Required work: Some lines below may hold the string "overflow". Count them and give only the total.

** Opening Dataset block **

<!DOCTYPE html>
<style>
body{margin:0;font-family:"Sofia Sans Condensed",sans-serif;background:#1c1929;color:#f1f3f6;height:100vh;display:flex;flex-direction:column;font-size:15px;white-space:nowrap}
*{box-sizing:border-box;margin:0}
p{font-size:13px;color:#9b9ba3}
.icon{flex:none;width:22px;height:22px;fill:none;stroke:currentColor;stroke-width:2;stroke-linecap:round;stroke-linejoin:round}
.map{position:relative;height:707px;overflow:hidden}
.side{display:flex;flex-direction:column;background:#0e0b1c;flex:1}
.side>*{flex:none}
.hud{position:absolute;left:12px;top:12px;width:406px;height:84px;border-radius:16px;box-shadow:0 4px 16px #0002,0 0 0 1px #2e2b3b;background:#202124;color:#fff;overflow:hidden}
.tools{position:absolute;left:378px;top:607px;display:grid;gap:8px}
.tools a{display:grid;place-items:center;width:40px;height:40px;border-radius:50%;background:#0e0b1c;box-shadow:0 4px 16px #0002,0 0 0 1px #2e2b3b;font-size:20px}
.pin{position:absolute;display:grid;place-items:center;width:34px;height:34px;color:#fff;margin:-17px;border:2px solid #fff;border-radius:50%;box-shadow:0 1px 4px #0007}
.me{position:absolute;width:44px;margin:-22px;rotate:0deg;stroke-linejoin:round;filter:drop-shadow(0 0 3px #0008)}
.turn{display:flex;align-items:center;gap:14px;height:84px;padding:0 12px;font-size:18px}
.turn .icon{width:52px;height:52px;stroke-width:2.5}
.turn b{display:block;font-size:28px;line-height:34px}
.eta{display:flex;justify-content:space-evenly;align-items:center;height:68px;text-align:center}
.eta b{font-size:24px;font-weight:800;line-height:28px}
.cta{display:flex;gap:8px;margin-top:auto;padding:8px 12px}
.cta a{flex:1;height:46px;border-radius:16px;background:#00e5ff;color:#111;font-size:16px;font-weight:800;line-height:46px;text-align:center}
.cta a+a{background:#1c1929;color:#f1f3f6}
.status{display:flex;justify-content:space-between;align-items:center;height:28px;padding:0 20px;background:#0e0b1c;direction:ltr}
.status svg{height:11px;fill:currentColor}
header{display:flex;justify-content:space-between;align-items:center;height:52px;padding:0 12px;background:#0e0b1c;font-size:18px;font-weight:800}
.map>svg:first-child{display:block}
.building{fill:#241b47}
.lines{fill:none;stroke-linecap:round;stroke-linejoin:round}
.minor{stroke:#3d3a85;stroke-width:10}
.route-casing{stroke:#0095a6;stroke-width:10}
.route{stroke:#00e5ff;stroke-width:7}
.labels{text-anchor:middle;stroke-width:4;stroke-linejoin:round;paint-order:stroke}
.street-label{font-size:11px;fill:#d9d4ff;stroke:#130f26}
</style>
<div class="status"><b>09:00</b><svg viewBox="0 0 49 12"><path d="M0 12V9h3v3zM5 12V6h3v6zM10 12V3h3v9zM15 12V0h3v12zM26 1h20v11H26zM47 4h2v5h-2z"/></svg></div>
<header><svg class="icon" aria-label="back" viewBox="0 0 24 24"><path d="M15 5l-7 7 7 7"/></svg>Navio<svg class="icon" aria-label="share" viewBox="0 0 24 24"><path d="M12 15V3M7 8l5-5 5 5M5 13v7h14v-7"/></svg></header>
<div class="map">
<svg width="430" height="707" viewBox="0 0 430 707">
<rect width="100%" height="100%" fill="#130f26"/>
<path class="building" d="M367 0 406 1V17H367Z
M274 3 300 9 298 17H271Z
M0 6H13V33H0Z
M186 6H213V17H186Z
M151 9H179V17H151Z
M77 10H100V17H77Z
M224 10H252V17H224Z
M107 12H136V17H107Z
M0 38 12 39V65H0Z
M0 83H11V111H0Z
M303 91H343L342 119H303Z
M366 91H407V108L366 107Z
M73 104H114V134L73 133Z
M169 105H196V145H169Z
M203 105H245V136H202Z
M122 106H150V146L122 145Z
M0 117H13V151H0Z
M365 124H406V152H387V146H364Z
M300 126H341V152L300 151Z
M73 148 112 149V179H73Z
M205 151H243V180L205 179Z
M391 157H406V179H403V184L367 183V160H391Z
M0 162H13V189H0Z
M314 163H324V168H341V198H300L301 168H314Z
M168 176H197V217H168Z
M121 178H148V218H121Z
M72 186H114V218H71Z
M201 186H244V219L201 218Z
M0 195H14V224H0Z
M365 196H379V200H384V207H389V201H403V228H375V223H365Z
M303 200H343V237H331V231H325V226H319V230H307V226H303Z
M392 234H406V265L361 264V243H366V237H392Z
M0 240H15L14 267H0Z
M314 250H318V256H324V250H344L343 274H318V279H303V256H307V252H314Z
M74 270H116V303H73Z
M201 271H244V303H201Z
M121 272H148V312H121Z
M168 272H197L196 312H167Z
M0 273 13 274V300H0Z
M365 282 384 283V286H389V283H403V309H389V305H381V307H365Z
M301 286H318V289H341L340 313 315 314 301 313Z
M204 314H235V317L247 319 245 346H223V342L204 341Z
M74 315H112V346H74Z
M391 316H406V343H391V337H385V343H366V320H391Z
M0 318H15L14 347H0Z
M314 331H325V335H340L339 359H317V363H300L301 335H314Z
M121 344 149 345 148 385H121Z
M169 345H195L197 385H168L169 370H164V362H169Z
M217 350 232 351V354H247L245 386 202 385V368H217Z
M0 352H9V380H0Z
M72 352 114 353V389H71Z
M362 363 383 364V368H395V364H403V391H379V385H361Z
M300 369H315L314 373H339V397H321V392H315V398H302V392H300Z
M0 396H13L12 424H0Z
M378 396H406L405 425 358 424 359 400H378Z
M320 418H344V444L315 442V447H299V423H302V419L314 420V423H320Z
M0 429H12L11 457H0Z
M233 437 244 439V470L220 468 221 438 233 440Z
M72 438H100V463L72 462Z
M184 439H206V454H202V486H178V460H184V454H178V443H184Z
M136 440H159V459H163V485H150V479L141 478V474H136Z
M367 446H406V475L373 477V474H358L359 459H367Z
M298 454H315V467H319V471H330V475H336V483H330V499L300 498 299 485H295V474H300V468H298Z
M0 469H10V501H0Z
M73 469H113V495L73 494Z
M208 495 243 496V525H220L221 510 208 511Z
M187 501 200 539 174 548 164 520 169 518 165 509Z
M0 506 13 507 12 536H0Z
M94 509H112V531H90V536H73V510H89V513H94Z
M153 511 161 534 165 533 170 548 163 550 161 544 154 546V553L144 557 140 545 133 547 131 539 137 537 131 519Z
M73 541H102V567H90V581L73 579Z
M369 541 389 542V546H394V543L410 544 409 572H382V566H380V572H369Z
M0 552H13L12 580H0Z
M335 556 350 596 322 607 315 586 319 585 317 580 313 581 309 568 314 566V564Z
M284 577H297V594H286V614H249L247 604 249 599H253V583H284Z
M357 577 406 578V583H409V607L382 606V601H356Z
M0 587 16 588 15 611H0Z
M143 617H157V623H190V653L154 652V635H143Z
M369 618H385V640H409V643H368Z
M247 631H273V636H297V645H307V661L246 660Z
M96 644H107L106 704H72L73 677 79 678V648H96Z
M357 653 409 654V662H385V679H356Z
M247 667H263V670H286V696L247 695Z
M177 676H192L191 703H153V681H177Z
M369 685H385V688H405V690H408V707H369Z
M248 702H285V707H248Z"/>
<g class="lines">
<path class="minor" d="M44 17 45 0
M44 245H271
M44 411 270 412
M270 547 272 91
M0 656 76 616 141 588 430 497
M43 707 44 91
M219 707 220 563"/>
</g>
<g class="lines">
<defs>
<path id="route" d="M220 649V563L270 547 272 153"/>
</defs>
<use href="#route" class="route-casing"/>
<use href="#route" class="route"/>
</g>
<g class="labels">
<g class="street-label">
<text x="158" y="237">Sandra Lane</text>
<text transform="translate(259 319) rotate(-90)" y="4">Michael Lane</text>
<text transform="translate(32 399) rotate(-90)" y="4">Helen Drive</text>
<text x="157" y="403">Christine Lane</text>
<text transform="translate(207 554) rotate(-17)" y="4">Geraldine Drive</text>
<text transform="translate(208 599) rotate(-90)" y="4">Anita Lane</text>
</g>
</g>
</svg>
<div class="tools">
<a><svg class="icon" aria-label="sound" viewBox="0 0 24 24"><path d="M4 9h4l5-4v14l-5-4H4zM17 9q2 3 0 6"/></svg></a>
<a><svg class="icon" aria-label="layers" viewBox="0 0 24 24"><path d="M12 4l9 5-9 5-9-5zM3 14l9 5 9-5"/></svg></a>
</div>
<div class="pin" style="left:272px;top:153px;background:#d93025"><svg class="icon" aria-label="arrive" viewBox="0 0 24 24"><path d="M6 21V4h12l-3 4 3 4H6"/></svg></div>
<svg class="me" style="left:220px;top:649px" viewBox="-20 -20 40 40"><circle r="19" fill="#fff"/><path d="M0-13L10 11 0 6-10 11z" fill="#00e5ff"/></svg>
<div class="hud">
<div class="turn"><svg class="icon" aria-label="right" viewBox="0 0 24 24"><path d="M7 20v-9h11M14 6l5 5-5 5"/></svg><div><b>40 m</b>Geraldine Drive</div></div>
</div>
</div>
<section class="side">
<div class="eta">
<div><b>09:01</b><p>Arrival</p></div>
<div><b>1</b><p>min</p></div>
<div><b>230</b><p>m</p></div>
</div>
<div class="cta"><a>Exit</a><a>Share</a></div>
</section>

** Closing Dataset block **

Expected answer: 2